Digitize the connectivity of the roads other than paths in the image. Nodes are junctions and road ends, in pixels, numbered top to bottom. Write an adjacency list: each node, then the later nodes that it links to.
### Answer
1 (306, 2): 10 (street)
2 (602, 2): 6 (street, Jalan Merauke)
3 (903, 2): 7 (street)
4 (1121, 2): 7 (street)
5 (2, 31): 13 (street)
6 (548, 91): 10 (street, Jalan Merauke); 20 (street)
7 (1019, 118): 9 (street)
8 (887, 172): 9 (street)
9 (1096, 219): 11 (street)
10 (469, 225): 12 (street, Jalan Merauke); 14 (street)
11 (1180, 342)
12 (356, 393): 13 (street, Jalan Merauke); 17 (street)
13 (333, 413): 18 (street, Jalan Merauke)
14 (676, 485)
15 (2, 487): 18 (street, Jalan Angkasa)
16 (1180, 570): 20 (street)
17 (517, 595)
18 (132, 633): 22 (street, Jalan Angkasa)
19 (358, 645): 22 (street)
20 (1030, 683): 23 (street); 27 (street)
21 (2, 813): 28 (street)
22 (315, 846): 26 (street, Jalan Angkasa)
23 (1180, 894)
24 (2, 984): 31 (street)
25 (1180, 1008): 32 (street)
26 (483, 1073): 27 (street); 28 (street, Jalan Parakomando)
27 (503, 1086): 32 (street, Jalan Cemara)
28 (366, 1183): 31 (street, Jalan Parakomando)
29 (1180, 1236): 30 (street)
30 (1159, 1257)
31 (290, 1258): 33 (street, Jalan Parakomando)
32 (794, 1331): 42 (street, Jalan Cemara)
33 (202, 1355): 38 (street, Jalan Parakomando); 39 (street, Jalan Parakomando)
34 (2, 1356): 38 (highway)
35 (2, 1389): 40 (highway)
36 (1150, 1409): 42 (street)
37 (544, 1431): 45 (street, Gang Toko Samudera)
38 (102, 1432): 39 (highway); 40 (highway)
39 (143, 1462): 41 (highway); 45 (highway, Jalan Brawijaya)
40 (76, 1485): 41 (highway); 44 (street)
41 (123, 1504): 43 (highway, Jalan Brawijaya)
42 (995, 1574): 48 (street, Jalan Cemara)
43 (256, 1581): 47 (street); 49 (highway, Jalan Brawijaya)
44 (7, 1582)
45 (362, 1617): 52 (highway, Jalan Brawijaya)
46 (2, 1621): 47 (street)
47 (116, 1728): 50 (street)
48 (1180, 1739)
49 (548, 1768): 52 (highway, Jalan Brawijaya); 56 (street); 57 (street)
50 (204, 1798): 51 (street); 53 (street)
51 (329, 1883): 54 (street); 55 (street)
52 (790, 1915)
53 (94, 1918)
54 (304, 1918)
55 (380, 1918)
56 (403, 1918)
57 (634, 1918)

__Assignment__
Precisely as given, transcribe all of the entries above.

__Solution__
Digitize the connectivity of the roads other than paths in the image. Nodes are junctions and road ends, in pixels, numbered top to bottom. Write an adjacency list: each node, then the later nodes that it links to.
### Answer
1 (306, 2): 10 (street)
2 (602, 2): 6 (street, Jalan Merauke)
3 (903, 2): 7 (street)
4 (1121, 2): 7 (street)
5 (2, 31): 13 (street)
6 (548, 91): 10 (street, Jalan Merauke); 20 (street)
7 (1019, 118): 9 (street)
8 (887, 172): 9 (street)
9 (1096, 219): 11 (street)
10 (469, 225): 12 (street, Jalan Merauke); 14 (street)
11 (1180, 342)
12 (356, 393): 13 (street, Jalan Merauke); 17 (street)
13 (333, 413): 18 (street, Jalan Merauke)
14 (676, 485)
15 (2, 487): 18 (street, Jalan Angkasa)
16 (1180, 570): 20 (street)
17 (517, 595)
18 (132, 633): 22 (street, Jalan Angkasa)
19 (358, 645): 22 (street)
20 (1030, 683): 23 (street); 27 (street)
21 (2, 813): 28 (street)
22 (315, 846): 26 (street, Jalan Angkasa)
23 (1180, 894)
24 (2, 984): 31 (street)
25 (1180, 1008): 32 (street)
26 (483, 1073): 27 (street); 28 (street, Jalan Parakomando)
27 (503, 1086): 32 (street, Jalan Cemara)
28 (366, 1183): 31 (street, Jalan Parakomando)
29 (1180, 1236): 30 (street)
30 (1159, 1257)
31 (290, 1258): 33 (street, Jalan Parakomando)
32 (794, 1331): 42 (street, Jalan Cemara)
33 (202, 1355): 38 (street, Jalan Parakomando); 39 (street, Jalan Parakomando)
34 (2, 1356): 38 (highway)
35 (2, 1389): 40 (highway)
36 (1150, 1409): 42 (street)
37 (544, 1431): 45 (street, Gang Toko Samudera)
38 (102, 1432): 39 (highway); 40 (highway)
39 (143, 1462): 41 (highway); 45 (highway, Jalan Brawijaya)
40 (76, 1485): 41 (highway); 44 (street)
41 (123, 1504): 43 (highway, Jalan Brawijaya)
42 (995, 1574): 48 (street, Jalan Cemara)
43 (256, 1581): 47 (street); 49 (highway, Jalan Brawijaya)
44 (7, 1582)
45 (362, 1617): 52 (highway, Jalan Brawijaya)
46 (2, 1621): 47 (street)
47 (116, 1728): 50 (street)
48 (1180, 1739)
49 (548, 1768): 52 (highway, Jalan Brawijaya); 56 (street); 57 (street)
50 (204, 1798): 51 (street); 53 (street)
51 (329, 1883): 54 (street); 55 (street)
52 (790, 1915)
53 (94, 1918)
54 (304, 1918)
55 (380, 1918)
56 (403, 1918)
57 (634, 1918)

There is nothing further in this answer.